Et ne me lancez pas sur Billy Wright (Footballeur né en 1924). Le premier joueur à atteindre les 100 sélections pour l’Angleterre, mais né à Ironbridge ? L’ironie ne nous échappe pas. C’est un rappel que le jeu qu’on aime a toujours été une scène pour l’identité.
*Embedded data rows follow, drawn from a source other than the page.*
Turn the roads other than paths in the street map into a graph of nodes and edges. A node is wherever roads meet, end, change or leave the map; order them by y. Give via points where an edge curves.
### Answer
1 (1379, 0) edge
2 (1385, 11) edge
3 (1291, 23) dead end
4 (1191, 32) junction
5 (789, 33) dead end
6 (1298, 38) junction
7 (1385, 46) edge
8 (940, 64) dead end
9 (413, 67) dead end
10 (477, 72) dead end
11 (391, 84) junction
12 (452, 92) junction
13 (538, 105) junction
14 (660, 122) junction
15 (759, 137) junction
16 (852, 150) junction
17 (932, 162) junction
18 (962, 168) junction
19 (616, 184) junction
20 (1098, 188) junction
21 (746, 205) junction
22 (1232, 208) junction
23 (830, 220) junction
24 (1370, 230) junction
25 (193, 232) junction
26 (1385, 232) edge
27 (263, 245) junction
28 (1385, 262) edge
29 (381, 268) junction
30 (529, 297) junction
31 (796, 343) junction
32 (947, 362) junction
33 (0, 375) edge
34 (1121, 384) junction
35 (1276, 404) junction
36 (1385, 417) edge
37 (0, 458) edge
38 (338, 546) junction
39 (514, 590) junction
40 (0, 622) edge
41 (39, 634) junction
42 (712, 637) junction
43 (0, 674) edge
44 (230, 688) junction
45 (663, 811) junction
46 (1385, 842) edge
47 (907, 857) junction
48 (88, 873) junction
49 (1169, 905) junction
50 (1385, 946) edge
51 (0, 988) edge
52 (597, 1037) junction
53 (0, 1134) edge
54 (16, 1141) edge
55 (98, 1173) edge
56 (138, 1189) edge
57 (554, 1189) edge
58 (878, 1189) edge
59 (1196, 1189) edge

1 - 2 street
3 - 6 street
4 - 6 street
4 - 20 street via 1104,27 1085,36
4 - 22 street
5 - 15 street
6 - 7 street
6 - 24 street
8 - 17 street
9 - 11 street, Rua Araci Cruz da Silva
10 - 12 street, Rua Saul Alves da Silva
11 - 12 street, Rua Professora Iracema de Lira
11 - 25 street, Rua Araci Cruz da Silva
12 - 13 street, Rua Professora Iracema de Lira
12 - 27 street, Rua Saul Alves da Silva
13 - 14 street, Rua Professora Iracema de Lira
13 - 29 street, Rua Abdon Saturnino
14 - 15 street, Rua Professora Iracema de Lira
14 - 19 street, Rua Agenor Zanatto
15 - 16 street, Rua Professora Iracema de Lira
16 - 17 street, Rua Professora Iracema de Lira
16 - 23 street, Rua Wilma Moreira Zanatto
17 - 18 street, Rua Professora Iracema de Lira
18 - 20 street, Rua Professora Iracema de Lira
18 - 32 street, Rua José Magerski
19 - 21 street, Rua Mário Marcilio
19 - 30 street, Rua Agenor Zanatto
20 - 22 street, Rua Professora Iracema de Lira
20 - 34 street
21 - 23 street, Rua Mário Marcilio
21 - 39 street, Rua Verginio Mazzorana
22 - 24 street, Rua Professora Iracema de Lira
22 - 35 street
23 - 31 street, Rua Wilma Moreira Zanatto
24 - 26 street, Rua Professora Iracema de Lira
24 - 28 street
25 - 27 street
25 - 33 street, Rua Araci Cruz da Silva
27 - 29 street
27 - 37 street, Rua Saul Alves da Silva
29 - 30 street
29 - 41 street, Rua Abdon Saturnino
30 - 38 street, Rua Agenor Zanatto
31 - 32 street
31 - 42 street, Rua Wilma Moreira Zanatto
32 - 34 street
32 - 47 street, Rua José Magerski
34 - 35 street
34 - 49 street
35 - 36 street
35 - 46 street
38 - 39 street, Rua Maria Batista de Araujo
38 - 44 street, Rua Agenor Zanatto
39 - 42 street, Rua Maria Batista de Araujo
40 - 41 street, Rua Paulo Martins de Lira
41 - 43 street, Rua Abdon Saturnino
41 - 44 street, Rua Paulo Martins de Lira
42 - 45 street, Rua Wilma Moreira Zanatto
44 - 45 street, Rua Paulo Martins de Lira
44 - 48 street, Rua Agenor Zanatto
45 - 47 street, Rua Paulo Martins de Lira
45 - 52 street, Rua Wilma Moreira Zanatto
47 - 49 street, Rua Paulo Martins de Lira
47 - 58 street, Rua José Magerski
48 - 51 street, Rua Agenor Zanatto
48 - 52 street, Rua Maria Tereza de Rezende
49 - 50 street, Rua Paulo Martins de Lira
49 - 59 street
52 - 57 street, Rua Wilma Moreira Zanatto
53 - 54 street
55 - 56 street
Pour nous, cette identité se cristallise dans des moments comme jeudi soir, ou dans le souvenir de ceux qui ont porté le maillot bien avant l’existence de la Premier League.

Les fantômes du Belfast Celtic

Pour comprendre l’âme du football irlandais, il faut comprendre les cendres éteintes depuis longtemps. Je parle des Joueurs du Belfast Celtic F. C. Des noms qui ne font pas les compilations d’highlight à la télé, mais des noms qui devraient être gravés sur les murs de tous les vestiaires, de Dublin à Donegal. Des hommes comme Albert Edward (Ned) Weir, un arrière latéral dur à cuire. Alec McCartney, Andy Kennedy (Footballeur né en 1897), Arthur King (Footballeur), et Bertie Fulton. Ce club n’était pas qu’une équipe ; c’était une déclaration.

En fouillant les vieilles archives, comme celles qu’on trouve dans Dan’s Diary, on perçoit cette réalité. Ces gars-là ne jouaient pas pour un transfert. Ils jouaient pour une communauté assiégée. Quand le Belfast Celtic a quitté la ligue irlandaise en 1949 après les émeutes de Linfield, une lumière s’est éteinte. Mais cette graine ? Cette Graine de Liberté dont parlent les livres d’histoire ? Elle n’est pas morte. Elle est simplement devenue souterraine.

On la voit aujourd’hui chez des joueurs comme Nathan Collins. On la voit dans la liste des internationaux irlandais qui l’ont précédé. Elle est dans l’ADN de :

  • Ces buts tardifs de Robbie Keane qui ont brisé le cœur des Anglais.
  • La brillance stoïque de Paul McGrath malgré un monde de souffrance en dehors du terrain.
  • La passion pure et brute de Carl — parce que si vous êtes Irlandais et que vous jouez au foot, vous savez exactement qui est “Carl”. C’est le cœur qui bat.

Alors, oui, nous n’avons pas eu le résultat lors de ce qui s’apparente à un Wolverhampton Wanderers F. C. des matchs amicaux internationaux, ou peu importe comment on appelle ces qualifications pour la Ligue des Nations maintenant. Mais je me suis éloigné de la télévision en étant fier. Parce que quand Collins a fait ce tacle à la 80e minute, ce n’était pas pour arrêter une attaque hollandaise. C’était un refus de céder. C’était 1922. C’était 1949. C’était tous ces attaquants irlandais qui ont porté le maillot de Wolverhampton, des années 50 jusqu’à l’ère moderne.

Les résultats vont et viennent. L’esprit, lui, est un transfert définitif. Et en ce moment, il est entre de bonnes mains.